Leica menjadi salah satu andalan Indonesia pada Asian Games 2026. Karateka asal Sumatera Utara berusia 22 tahun itu mendapat target emas dari Ketua Umum Pengurus Besar Federasi Olahraga Karate-Do Indonesia (PB FORKI), Hadi Tjahjanto.
Target tersebut disampaikan Hadi dalam acara pelepasan atlet karate Indonesia di kediamannya di kawasan Cilandak, Jakarta, Senin, 14 September 2026.

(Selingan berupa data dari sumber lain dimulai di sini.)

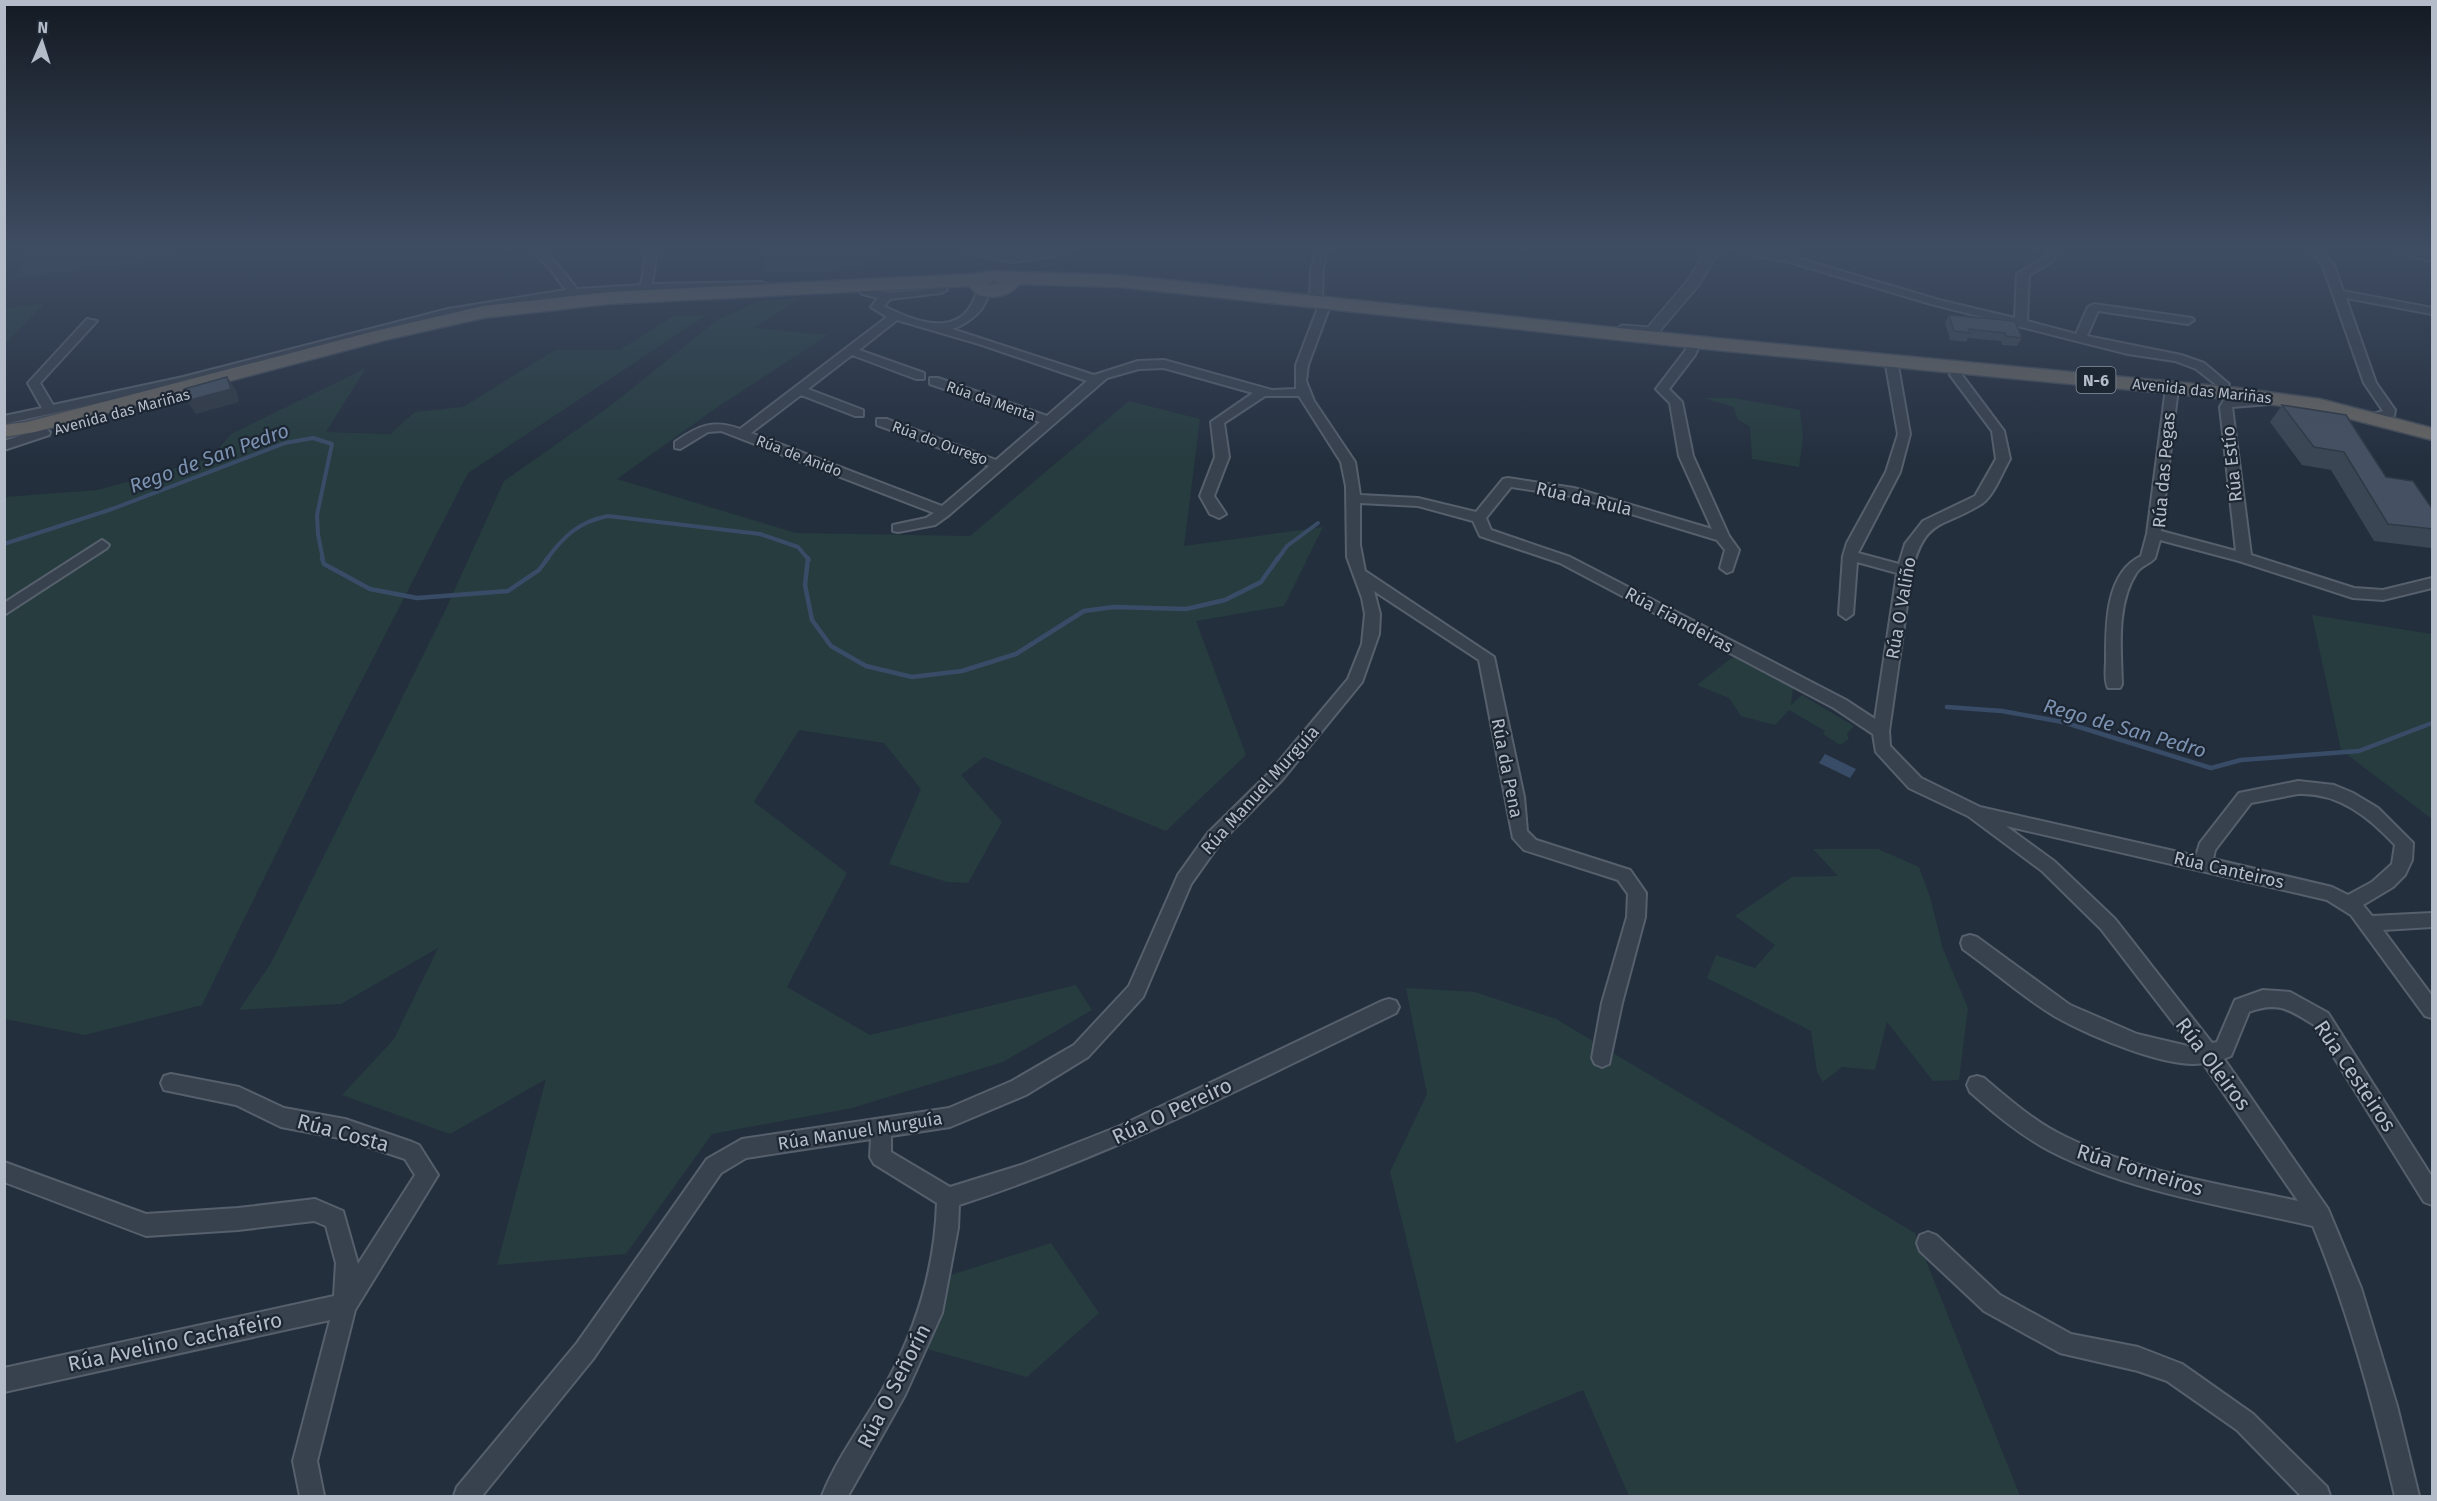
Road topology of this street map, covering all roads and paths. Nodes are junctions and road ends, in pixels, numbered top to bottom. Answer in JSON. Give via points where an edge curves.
{"nodes":[{"id":1,"x":91,"y":321,"type":"dead end"},
{"id":2,"x":413,"y":321,"type":"edge"},
{"id":3,"x":442,"y":321,"type":"edge"},
{"id":4,"x":479,"y":321,"type":"edge"},
{"id":5,"x":889,"y":321,"type":"edge"},
{"id":6,"x":912,"y":321,"type":"edge"},
{"id":7,"x":967,"y":321,"type":"edge"},
{"id":8,"x":1316,"y":321,"type":"edge"},
{"id":9,"x":1498,"y":321,"type":"edge"},
{"id":10,"x":2012,"y":321,"type":"edge"},
{"id":11,"x":2088,"y":321,"type":"edge"},
{"id":12,"x":2347,"y":321,"type":"edge"},
{"id":13,"x":1659,"y":322,"type":"joint"},
{"id":14,"x":2020,"y":323,"type":"joint"},
{"id":15,"x":1527,"y":324,"type":"junction"},
{"id":16,"x":936,"y":328,"type":"junction"},
{"id":17,"x":2080,"y":338,"type":"junction"},
{"id":18,"x":1695,"y":342,"type":"junction"},
{"id":19,"x":851,"y":351,"type":"junction"},
{"id":20,"x":1788,"y":351,"type":"junction"},
{"id":21,"x":1891,"y":360,"type":"junction"},
{"id":22,"x":1963,"y":367,"type":"junction"},
{"id":23,"x":920,"y":376,"type":"dead end"},
{"id":24,"x":1096,"y":380,"type":"junction"},
{"id":25,"x":934,"y":381,"type":"dead end"},
{"id":26,"x":2172,"y":388,"type":"junction"},
{"id":27,"x":800,"y":390,"type":"junction"},
{"id":28,"x":2226,"y":390,"type":"junction"},
{"id":29,"x":1264,"y":392,"type":"junction"},
{"id":30,"x":1302,"y":392,"type":"junction"},
{"id":31,"x":2296,"y":401,"type":"junction"},
{"id":32,"x":50,"y":411,"type":"junction"},
{"id":33,"x":859,"y":413,"type":"dead end"},
{"id":34,"x":2369,"y":417,"type":"junction"},
{"id":35,"x":4,"y":420,"type":"edge"},
{"id":36,"x":1048,"y":420,"type":"junction"},
{"id":37,"x":882,"y":422,"type":"dead end"},
{"id":38,"x":4,"y":431,"type":"edge"},
{"id":39,"x":44,"y":432,"type":"junction"},
{"id":40,"x":742,"y":434,"type":"junction"},
{"id":41,"x":2433,"y":436,"type":"edge"},
{"id":42,"x":4,"y":440,"type":"edge"},
{"id":43,"x":680,"y":445,"type":"dead end"},
{"id":44,"x":4,"y":446,"type":"edge"},
{"id":45,"x":999,"y":465,"type":"junction"},
{"id":46,"x":1354,"y":499,"type":"junction"},
{"id":47,"x":944,"y":512,"type":"junction"},
{"id":48,"x":1219,"y":514,"type":"dead end"},
{"id":49,"x":1479,"y":518,"type":"junction"},
{"id":50,"x":898,"y":528,"type":"dead end"},
{"id":51,"x":2154,"y":534,"type":"junction"},
{"id":52,"x":1722,"y":537,"type":"junction"},
{"id":53,"x":102,"y":545,"type":"dead end"},
{"id":54,"x":1850,"y":556,"type":"junction"},
{"id":55,"x":2244,"y":558,"type":"junction"},
{"id":56,"x":1727,"y":568,"type":"dead end"},
{"id":57,"x":1905,"y":570,"type":"junction"},
{"id":58,"x":1359,"y":574,"type":"junction"},
{"id":59,"x":2433,"y":583,"type":"edge"},
{"id":60,"x":4,"y":610,"type":"edge"},
{"id":61,"x":1846,"y":614,"type":"dead end"},
{"id":62,"x":2114,"y":684,"type":"dead end"},
{"id":63,"x":1881,"y":731,"type":"junction"},
{"id":64,"x":1974,"y":811,"type":"junction"},
{"id":65,"x":2204,"y":864,"type":"junction"},
{"id":66,"x":2347,"y":904,"type":"junction"},
{"id":67,"x":2433,"y":920,"type":"edge"},
{"id":68,"x":2367,"y":924,"type":"junction"},
{"id":69,"x":1970,"y":943,"type":"dead end"},
{"id":70,"x":1389,"y":1007,"type":"dead end"},
{"id":71,"x":2433,"y":1010,"type":"edge"},
{"id":72,"x":2208,"y":1053,"type":"junction"},
{"id":73,"x":1602,"y":1058,"type":"dead end"},
{"id":74,"x":171,"y":1083,"type":"dead end"},
{"id":75,"x":1977,"y":1085,"type":"dead end"},
{"id":76,"x":881,"y":1128,"type":"junction"},
{"id":77,"x":4,"y":1172,"type":"edge"},
{"id":78,"x":2433,"y":1195,"type":"edge"},
{"id":79,"x":948,"y":1198,"type":"junction"},
{"id":80,"x":2320,"y":1217,"type":"junction"},
{"id":81,"x":1928,"y":1243,"type":"dead end"},
{"id":82,"x":345,"y":1305,"type":"junction"},
{"id":83,"x":4,"y":1380,"type":"edge"},
{"id":84,"x":312,"y":1497,"type":"edge"},
{"id":85,"x":466,"y":1497,"type":"edge"},
{"id":86,"x":834,"y":1497,"type":"edge"},
{"id":87,"x":2318,"y":1497,"type":"edge"},
{"id":88,"x":2407,"y":1497,"type":"edge"}],
"edges":[{"from":1,"to":32,"type":"street","via":[[34,383]]},
{"from":2,"to":32,"type":"street","name":"Avenida das Mariñas"},
{"from":3,"to":38,"type":"highway","name":"Avenida das Mariñas"},
{"from":4,"to":39,"type":"highway","name":"Avenida das Mariñas","via":[[406,336]]},
{"from":5,"to":19,"type":"street","name":"Rúa de Anido"},
{"from":6,"to":16,"type":"street"},
{"from":7,"to":16,"type":"street"},
{"from":8,"to":30,"type":"street","via":[[1299,378]]},
{"from":9,"to":15,"type":"highway","name":"Avenida das Mariñas","number":"N-6"},
{"from":10,"to":14,"type":"street"},
{"from":11,"to":17,"type":"street"},
{"from":12,"to":34,"type":"street","via":[[2370,383],[2390,413]]},
{"from":13,"to":15,"type":"street","via":[[1653,330],[1643,332]]},
{"from":13,"to":20,"type":"street","via":[[1669,335]]},
{"from":14,"to":17,"type":"street"},
{"from":15,"to":18,"type":"highway","name":"Avenida das Mariñas","number":"N-6"},
{"from":16,"to":24,"type":"street"},
{"from":17,"to":28,"type":"street","via":[[2200,366]]},
{"from":18,"to":20,"type":"highway","name":"Avenida das Mariñas","number":"N-6"},
{"from":18,"to":52,"type":"street","via":[[1662,389],[1676,402],[1686,456]]},
{"from":19,"to":23,"type":"street"},
{"from":19,"to":27,"type":"street","name":"Rúa de Anido"},
{"from":20,"to":21,"type":"highway","name":"Avenida das Mariñas","number":"N-6"},
{"from":21,"to":22,"type":"highway","name":"Avenida das Mariñas","number":"N-6"},
{"from":21,"to":54,"type":"street","via":[[1904,434],[1893,472],[1866,517]]},
{"from":22,"to":26,"type":"highway","name":"Avenida das Mariñas","number":"N-6"},
{"from":22,"to":57,"type":"street","name":"Rúa O Valiño","via":[[1956,375],[1998,431],[2003,459],[1980,499],[1928,524],[1912,544]]},
{"from":24,"to":29,"type":"street","via":[[1138,365],[1164,364]]},
{"from":24,"to":36,"type":"street"},
{"from":25,"to":36,"type":"street","name":"Rúa da Menta"},
{"from":26,"to":28,"type":"highway","name":"Avenida das Mariñas","number":"N-6"},
{"from":26,"to":51,"type":"street","name":"Rúa das Pegas"},
{"from":27,"to":33,"type":"street"},
{"from":27,"to":40,"type":"street","name":"Rúa de Anido"},
{"from":28,"to":31,"type":"highway","name":"Avenida das Mariñas","number":"N-6"},
{"from":29,"to":30,"type":"street"},
{"from":29,"to":48,"type":"street","via":[[1217,422],[1222,458],[1207,496]]},
{"from":30,"to":46,"type":"street","name":"Rúa Manuel Murguía","via":[[1347,462]]},
{"from":31,"to":34,"type":"highway","name":"Avenida das Mariñas","number":"N-6"},
{"from":31,"to":55,"type":"street","name":"Rúa Estío","via":[[2235,401],[2226,407]]},
{"from":32,"to":35,"type":"street","name":"Avenida das Mariñas"},
{"from":34,"to":41,"type":"highway","name":"Avenida das Mariñas","number":"N-6"},
{"from":36,"to":45,"type":"street"},
{"from":37,"to":45,"type":"street","name":"Rúa do Ourego"},
{"from":39,"to":42,"type":"highway","name":"Avenida das Mariñas"},
{"from":39,"to":44,"type":"street","name":"Avenida das Mariñas"},
{"from":40,"to":43,"type":"street","via":[[717,425],[703,429]]},
{"from":40,"to":47,"type":"street","name":"Rúa de Anido"},
{"from":45,"to":47,"type":"street"},
{"from":46,"to":49,"type":"street","via":[[1411,499],[1451,506]]},
{"from":46,"to":58,"type":"street","name":"Rúa Manuel Murguía","via":[[1354,559]]},
{"from":47,"to":50,"type":"street","via":[[930,522]]},
{"from":49,"to":52,"type":"street","name":"Rúa da Rula","via":[[1508,482],[1574,492]]},
{"from":49,"to":63,"type":"street","name":"Rúa Fiandeiras","via":[[1485,533],[1575,565],[1840,705]]},
{"from":51,"to":55,"type":"street","name":"Rúa das Pegas"},
{"from":51,"to":62,"type":"street","via":[[2148,558],[2133,565],[2122,587]]},
{"from":52,"to":56,"type":"street","via":[[1732,550]]},
{"from":53,"to":60,"type":"street"},
{"from":54,"to":57,"type":"street"},
{"from":54,"to":61,"type":"street"},
{"from":55,"to":59,"type":"street","name":"Rúa das Pegas","via":[[2353,593],[2383,595]]},
{"from":57,"to":63,"type":"street","name":"Rúa O Valiño"},
{"from":58,"to":73,"type":"street","name":"Rúa da Pena","via":[[1486,657],[1520,833],[1530,845],[1624,875],[1637,893],[1636,917],[1612,1003]]},
{"from":58,"to":76,"type":"street","name":"Rúa Manuel Murguía","via":[[1371,604],[1372,635],[1363,666],[1276,776],[1214,838],[1184,880],[1136,991],[1114,1017],[1081,1051],[1019,1088],[950,1118]]},
{"from":63,"to":64,"type":"street","name":"Rúa Oleiros","via":[[1882,748],[1915,783]]},
{"from":64,"to":65,"type":"street","name":"Rúa Canteiros"},
{"from":64,"to":72,"type":"street","name":"Rúa Oleiros","via":[[2048,866],[2108,924]]},
{"from":65,"to":66,"type":"street","name":"Rúa Canteiros","via":[[2332,894]]},
{"from":65,"to":66,"type":"street","via":[[2206,848],[2245,798],[2305,787],[2345,796],[2381,818],[2404,843],[2404,861],[2389,880]]},
{"from":66,"to":68,"type":"street","name":"Rúa Canteiros"},
{"from":67,"to":68,"type":"street"},
{"from":68,"to":71,"type":"street","name":"Rúa Canteiros"},
{"from":69,"to":72,"type":"street","via":[[2063,1011],[2134,1042],[2187,1057]]},
{"from":70,"to":79,"type":"street","name":"Rúa O Pereiro","via":[[1127,1133],[1021,1175]]},
{"from":72,"to":78,"type":"street","name":"Rúa Cesteiros","via":[[2224,1050],[2242,1006],[2263,998],[2290,1000],[2321,1019]]},
{"from":72,"to":80,"type":"street","name":"Rúa Oleiros"},
{"from":74,"to":82,"type":"street","name":"Rúa Costa","via":[[239,1096],[281,1117],[345,1129],[412,1152],[427,1175]]},
{"from":75,"to":80,"type":"street","name":"Rúa Forneiros","via":[[2014,1118],[2058,1144],[2109,1165]]},
{"from":76,"to":79,"type":"street","via":[[882,1157]]},
{"from":76,"to":85,"type":"street","name":"Rúa Manuel Murguía","via":[[742,1149],[714,1166],[585,1351]]},
{"from":77,"to":82,"type":"street","via":[[146,1225],[315,1210],[335,1219],[347,1263]]},
{"from":79,"to":86,"type":"street","name":"Rúa O Señorín","via":[[947,1228],[931,1313],[897,1387]]},
{"from":80,"to":88,"type":"street","name":"Rúa Oleiros","via":[[2350,1288]]},
{"from":81,"to":87,"type":"street","via":[[1992,1302],[2068,1345],[2138,1359],[2174,1372],[2245,1422]]},
{"from":82,"to":83,"type":"street","name":"Rúa Avelino Cachafeiro"},
{"from":82,"to":84,"type":"street","via":[[305,1461]]}]}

Tim karate Indonesia akan diperkuat enam karateka yang terdiri dari tiga atlet putra dan tiga atlet putri. Mereka akan turun pada nomor kata dan kumite. Hadi menjelaskan dua karateka Indonesia akan tampil di nomor kata, sedangkan empat lainnya bertanding pada nomor kumite.
Baca Juga :
Persiapan Matang, Hadi Tjahjanto Targetkan Karateka Indonesia Raih Emas di Asian Games 2026
Leica menjadi salah satu dari empat karateka Indonesia yang akan turun di nomor kumite. Ia diharapkan mampu mewujudkan target medali emas yang diberikan PB FORKI.
Emas AKF Jadi Modal Leica
Leica menilai keberhasilannya meraih emas pada AKF Senior Championship 2026 di Bali, Juni lalu, menjadi salah satu modal penting sebelum tampil di Asian Games.
Menurut Leica, hasil tersebut bukan menjadi beban tambahan, melainkan dorongan untuk tampil lebih baik. Prestasi itu juga menjadi bukti bahwa dirinya mampu bersaing dan menguasai kelasnya di level Asia.
"Kalau hasil yang di AKF kemarin itu sebenarnya bukan beban buat saya, tapi jadi pecut. Salah satu pembuktian kalau misalnya saya bisa menguasai kelas saya di level Asia," kata Leica.
Selain hasil positif di AKF, Leica juga memiliki modal persiapan yang cukup panjang. Ia telah menjalani pemusatan latihan atau training camp (TC) sejak Januari 2026.
Artinya, Leica telah menjalani persiapan sekitar delapan bulan sebelum bertanding di Asian Games. Selama periode tersebut, ia juga mengikuti sejumlah pertandingan uji coba untuk mengukur kesiapan.
"Kalau untuk persiapan sih kita sudah TC dari bulan Januari, sudah sekitar delapan bulan. Dan kita juga sudah melewati beberapa try out," ungkapnya.
"Salah satunya pre-event kita kemarin ada di AKF Bali. Alhamdulillah hasil di AKF Bali itu menurut saya cukup menggembirakan, yang mana itu sudah membuat kita jadi lebih pede dalam menghadapi Asian Games ini. Karena itu kan pre-event-nya," sambung Leica.
Percaya Diri Hadapi Debut
Meski membawa modal positif, Leica menyadari Asian Games 2026 akan menjadi tantangan berbeda. Ajang tersebut juga menjadi debutnya di pesta olahraga terbesar di Asia.
Leica mengukur kepercayaan dirinya berada di angka delapan dari skala 10. Ia menyisakan 20 persen keraguan karena akan menjalani pengalaman pertamanya tampil di Asian Games pada usia yang relatif muda.
"Saya rasa 1-10 ada di angka delapan, 20 persennya kenapa? Karena ini kebetulan Asian Games pertama saya. Saya ikut Asian Games di usia yang cukup relatif muda," jelasnya.
Leica juga menyadari beberapa calon lawannya memiliki pengalaman lebih banyak. Bahkan, sejumlah karateka yang akan dihadapinya telah masuk 10 besar peringkat dunia dan ada yang menempati posisi teratas.
"Secara pengalaman mungkin saya jauh dibandingkan lawan-lawan saya yang notabene-nya sudah masuk peringkat 10 dunia. Bahkan ada yang peringkat satu dunia. Tapi saya percaya diri," pungkasnya.